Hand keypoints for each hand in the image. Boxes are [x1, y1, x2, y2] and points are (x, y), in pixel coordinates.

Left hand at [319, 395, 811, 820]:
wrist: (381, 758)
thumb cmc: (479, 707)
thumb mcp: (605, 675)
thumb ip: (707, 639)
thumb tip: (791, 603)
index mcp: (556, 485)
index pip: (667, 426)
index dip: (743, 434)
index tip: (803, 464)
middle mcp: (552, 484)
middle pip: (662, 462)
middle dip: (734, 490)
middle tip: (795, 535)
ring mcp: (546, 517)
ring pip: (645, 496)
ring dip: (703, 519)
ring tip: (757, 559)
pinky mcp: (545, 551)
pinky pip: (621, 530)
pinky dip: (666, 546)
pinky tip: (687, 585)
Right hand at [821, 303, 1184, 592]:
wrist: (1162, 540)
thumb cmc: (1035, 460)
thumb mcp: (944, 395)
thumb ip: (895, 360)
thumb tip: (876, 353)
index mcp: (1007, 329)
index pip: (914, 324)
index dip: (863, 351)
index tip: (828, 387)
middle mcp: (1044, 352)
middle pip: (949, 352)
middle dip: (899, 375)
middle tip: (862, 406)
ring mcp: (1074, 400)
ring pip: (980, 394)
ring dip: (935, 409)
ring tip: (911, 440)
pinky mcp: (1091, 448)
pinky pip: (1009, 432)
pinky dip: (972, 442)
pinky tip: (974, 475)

■ ■ ■

▶ _Activity_:
Among the lines of the listing above, which ones hold "pinky"? Copy them.

▶ _Solved problem_:
pinky mcp: (545, 551)
pinky pip: (621, 530)
pinky dip: (666, 546)
pinky tip: (687, 585)
pinky mcp: (1091, 448)
pinky pip: (1009, 432)
pinky dip: (972, 442)
pinky tip: (974, 475)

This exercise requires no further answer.